Skeletal landmark data:
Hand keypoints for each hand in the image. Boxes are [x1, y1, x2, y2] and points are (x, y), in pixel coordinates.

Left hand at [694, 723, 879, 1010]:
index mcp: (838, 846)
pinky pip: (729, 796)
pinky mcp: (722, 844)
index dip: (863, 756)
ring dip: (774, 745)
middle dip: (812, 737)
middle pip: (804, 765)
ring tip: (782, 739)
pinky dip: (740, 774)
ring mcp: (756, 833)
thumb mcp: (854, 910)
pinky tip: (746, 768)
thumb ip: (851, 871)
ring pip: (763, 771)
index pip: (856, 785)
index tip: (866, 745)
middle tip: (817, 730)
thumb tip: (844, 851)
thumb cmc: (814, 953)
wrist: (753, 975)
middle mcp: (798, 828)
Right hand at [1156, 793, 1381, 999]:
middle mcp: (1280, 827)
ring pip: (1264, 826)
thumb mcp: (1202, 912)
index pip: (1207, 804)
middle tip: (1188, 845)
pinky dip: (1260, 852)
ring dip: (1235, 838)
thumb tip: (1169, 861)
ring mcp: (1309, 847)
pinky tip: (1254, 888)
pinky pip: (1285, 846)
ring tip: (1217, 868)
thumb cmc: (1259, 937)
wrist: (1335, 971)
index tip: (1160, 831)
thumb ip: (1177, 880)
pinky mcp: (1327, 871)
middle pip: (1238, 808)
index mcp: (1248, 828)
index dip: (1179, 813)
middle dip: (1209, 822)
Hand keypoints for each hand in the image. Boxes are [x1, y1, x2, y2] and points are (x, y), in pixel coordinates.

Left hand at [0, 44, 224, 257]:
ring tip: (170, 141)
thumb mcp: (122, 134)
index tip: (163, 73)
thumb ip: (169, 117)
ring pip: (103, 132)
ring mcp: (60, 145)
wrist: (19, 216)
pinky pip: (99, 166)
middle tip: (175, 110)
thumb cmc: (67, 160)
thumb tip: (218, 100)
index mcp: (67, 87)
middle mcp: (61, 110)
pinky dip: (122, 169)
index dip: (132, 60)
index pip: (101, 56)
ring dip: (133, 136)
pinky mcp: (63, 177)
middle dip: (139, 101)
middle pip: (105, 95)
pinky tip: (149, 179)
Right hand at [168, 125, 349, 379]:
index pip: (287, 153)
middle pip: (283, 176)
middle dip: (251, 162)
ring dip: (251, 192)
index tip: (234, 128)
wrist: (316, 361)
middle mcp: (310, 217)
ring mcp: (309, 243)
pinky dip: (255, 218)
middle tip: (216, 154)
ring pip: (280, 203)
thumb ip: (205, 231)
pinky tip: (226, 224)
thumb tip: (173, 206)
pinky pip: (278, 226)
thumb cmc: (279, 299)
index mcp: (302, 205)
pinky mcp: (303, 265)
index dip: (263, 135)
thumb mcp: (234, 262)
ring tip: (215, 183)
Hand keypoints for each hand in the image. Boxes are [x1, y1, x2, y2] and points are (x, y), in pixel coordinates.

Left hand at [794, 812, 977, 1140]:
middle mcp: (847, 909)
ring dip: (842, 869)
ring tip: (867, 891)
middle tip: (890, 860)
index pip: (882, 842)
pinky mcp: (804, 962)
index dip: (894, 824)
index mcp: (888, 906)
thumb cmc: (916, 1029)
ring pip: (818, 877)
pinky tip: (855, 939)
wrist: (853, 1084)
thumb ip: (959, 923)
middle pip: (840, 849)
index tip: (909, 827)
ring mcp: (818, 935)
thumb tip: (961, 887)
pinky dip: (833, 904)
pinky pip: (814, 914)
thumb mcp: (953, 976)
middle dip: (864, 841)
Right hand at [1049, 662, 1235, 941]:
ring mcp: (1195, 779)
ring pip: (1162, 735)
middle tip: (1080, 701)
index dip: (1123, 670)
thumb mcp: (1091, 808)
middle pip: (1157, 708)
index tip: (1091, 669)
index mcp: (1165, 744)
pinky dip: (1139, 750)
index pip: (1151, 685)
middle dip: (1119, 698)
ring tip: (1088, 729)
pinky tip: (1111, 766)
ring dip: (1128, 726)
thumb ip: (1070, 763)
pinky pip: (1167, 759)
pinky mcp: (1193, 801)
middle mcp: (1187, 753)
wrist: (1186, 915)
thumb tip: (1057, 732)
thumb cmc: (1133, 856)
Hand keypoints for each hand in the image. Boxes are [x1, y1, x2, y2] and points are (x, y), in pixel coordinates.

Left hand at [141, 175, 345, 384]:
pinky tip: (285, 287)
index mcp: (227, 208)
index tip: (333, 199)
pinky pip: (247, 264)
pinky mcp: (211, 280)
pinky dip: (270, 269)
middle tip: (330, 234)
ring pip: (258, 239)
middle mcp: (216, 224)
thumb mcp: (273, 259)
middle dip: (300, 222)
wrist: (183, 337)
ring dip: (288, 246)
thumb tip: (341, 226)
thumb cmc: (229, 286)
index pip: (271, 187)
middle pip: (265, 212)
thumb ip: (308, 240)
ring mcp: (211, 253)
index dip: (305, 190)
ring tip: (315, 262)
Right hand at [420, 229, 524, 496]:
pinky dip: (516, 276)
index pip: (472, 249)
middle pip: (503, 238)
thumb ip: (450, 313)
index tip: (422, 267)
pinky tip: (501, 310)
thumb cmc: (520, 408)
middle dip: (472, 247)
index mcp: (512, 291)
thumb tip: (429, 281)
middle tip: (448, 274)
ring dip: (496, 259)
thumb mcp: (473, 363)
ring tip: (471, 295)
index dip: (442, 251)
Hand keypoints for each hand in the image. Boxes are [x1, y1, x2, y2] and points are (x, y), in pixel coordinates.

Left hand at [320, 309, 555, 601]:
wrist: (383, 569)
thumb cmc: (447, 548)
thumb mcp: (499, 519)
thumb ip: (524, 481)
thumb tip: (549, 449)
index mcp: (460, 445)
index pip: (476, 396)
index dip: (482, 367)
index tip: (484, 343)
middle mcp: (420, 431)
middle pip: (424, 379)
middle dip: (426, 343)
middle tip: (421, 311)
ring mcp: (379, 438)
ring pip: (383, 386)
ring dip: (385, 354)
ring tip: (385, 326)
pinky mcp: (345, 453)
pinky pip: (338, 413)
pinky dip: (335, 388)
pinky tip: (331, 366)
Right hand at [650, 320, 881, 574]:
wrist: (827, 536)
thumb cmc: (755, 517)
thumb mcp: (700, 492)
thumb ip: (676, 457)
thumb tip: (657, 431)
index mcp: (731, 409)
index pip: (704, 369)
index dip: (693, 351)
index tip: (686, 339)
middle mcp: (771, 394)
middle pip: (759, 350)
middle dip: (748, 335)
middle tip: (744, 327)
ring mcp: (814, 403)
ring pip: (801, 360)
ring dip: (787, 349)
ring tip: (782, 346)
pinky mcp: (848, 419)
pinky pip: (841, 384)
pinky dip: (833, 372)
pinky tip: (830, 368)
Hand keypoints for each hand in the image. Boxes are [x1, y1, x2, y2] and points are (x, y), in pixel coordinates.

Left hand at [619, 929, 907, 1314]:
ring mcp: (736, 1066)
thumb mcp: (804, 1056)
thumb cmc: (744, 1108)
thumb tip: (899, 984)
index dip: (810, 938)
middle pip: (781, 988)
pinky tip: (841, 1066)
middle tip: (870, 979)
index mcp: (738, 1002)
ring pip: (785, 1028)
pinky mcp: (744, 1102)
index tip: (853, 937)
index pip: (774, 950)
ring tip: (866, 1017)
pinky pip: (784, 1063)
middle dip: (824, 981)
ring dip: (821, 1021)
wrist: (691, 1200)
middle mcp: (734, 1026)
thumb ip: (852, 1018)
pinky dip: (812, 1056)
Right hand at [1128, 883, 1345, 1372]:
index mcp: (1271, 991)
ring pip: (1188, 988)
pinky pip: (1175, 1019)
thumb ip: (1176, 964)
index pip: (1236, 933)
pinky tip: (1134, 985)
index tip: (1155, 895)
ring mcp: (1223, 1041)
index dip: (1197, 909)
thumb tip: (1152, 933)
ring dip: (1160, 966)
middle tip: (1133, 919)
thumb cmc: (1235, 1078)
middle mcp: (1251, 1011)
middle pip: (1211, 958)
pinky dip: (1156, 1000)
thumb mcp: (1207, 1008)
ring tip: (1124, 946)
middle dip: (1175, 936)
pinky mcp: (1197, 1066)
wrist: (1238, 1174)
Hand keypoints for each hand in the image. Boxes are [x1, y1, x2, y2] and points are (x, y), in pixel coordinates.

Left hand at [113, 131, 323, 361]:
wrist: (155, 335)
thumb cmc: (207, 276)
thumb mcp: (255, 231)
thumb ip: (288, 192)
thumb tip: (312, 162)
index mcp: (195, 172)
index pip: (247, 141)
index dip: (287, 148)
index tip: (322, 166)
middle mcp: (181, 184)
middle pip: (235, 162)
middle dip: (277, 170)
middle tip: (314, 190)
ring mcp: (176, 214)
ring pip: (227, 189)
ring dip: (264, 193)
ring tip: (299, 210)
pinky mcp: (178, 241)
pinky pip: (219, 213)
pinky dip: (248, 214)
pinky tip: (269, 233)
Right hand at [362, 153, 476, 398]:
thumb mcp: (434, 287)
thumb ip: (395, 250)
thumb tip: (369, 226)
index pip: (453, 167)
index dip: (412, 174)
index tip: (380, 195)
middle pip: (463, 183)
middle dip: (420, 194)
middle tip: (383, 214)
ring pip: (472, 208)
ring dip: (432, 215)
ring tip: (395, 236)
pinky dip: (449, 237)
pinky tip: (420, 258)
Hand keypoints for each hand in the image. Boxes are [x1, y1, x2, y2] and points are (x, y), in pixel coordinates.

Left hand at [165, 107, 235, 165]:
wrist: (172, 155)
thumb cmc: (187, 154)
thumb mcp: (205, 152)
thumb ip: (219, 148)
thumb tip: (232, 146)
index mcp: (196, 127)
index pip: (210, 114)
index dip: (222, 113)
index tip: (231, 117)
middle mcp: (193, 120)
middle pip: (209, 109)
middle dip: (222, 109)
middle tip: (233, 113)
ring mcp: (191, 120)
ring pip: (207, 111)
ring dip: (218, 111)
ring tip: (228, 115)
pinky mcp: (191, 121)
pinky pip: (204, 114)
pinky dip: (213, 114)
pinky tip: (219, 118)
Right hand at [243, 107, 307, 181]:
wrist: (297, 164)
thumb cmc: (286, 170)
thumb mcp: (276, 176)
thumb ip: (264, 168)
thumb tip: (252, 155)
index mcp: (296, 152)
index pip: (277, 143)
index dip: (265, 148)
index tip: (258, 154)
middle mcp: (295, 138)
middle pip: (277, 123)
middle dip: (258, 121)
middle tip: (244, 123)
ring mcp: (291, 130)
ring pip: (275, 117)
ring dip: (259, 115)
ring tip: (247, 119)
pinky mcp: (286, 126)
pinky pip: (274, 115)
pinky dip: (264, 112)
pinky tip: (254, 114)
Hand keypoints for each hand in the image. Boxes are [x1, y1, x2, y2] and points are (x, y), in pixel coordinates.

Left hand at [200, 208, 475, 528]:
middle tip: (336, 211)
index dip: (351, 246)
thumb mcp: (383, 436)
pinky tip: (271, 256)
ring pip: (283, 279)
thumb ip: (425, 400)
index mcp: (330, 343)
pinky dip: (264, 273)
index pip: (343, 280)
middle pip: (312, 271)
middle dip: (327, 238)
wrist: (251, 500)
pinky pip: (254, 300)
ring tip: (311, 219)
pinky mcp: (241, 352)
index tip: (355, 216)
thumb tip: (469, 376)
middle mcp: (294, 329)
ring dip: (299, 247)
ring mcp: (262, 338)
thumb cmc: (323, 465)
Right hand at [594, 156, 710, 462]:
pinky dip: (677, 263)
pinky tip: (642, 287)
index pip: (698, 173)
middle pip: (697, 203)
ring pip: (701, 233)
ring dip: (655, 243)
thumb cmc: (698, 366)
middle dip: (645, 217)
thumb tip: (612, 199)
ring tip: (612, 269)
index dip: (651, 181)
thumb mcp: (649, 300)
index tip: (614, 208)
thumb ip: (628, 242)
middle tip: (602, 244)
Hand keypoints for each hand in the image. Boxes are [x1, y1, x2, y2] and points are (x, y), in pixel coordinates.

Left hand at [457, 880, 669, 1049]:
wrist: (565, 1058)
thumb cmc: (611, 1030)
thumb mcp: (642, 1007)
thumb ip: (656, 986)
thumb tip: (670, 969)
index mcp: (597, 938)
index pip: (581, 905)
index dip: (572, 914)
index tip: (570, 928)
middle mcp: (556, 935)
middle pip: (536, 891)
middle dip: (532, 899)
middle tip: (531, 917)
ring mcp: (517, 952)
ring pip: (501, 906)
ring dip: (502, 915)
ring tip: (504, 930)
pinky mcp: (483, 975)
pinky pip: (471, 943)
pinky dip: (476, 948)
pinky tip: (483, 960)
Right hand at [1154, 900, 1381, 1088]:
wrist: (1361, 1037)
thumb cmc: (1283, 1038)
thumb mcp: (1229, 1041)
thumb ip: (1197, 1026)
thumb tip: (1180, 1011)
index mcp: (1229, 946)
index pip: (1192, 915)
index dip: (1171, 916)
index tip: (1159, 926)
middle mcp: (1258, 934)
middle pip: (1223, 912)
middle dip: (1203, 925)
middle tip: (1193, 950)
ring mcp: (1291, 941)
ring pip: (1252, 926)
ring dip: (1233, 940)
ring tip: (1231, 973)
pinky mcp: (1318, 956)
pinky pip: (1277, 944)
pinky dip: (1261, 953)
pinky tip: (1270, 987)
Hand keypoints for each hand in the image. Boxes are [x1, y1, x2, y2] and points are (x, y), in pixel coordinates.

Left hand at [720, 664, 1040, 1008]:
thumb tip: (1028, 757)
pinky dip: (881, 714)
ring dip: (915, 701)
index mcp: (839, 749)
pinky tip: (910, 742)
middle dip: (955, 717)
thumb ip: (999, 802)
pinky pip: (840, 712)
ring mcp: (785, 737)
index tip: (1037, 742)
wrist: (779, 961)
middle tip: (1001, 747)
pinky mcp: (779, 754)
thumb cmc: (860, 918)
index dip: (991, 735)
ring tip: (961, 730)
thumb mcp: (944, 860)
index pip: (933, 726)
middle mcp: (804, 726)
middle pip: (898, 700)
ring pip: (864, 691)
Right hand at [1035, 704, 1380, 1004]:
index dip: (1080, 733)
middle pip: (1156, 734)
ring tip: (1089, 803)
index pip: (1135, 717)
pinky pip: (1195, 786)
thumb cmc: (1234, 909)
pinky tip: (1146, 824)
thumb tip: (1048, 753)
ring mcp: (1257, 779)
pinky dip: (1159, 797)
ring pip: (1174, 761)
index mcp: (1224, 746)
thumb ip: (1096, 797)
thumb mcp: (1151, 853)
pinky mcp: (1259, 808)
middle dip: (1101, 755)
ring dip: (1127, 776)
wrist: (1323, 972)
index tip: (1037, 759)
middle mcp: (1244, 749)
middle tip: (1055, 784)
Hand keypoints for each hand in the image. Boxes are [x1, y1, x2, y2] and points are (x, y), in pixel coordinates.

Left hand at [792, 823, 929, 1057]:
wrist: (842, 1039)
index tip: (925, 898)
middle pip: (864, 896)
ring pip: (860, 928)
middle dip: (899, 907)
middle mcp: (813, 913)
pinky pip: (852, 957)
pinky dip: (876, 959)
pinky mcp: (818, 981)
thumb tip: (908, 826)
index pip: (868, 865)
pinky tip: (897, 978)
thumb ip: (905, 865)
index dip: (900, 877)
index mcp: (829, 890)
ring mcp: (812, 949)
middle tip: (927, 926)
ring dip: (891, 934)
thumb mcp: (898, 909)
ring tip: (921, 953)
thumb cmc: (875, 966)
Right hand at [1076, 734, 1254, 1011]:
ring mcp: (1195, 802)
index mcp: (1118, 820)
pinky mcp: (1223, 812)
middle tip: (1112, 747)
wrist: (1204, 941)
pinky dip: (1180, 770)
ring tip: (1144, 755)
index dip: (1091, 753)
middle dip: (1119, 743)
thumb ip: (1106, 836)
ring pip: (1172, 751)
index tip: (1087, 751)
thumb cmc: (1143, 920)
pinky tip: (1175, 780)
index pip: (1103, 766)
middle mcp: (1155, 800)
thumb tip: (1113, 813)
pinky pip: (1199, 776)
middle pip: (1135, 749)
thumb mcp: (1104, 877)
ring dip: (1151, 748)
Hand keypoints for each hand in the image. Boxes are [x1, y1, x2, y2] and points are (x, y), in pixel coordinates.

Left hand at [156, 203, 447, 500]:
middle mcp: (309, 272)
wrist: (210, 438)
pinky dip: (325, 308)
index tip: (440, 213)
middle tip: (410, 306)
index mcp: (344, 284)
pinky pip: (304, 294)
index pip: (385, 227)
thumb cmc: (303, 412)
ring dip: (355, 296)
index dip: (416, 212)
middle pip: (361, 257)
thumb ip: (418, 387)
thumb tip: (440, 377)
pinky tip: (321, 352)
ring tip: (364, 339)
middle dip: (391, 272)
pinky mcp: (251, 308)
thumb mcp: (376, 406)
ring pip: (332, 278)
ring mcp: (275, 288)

ASSIGNMENT:
From the entries above, restate word for word the lines from the line containing "ring mcp: (517, 952)" to the line containing "index dip: (1171, 916)", both ends included, and nothing more.

ANSWER SECTION:
ring mcp: (517, 952)
ring pip: (501, 906)
ring dip: (502, 915)
ring tip: (504, 930)
pinky mcp: (483, 975)
pinky pip: (471, 943)
pinky dip: (476, 948)
pinky tip: (483, 960)
Right hand at [1154, 900, 1381, 1088]:
wrist: (1361, 1037)
thumb cmc: (1283, 1038)
thumb mcp: (1229, 1041)
thumb ip: (1197, 1026)
thumb tip: (1180, 1011)
index mcp: (1229, 946)
index pip: (1192, 915)
index dip: (1171, 916)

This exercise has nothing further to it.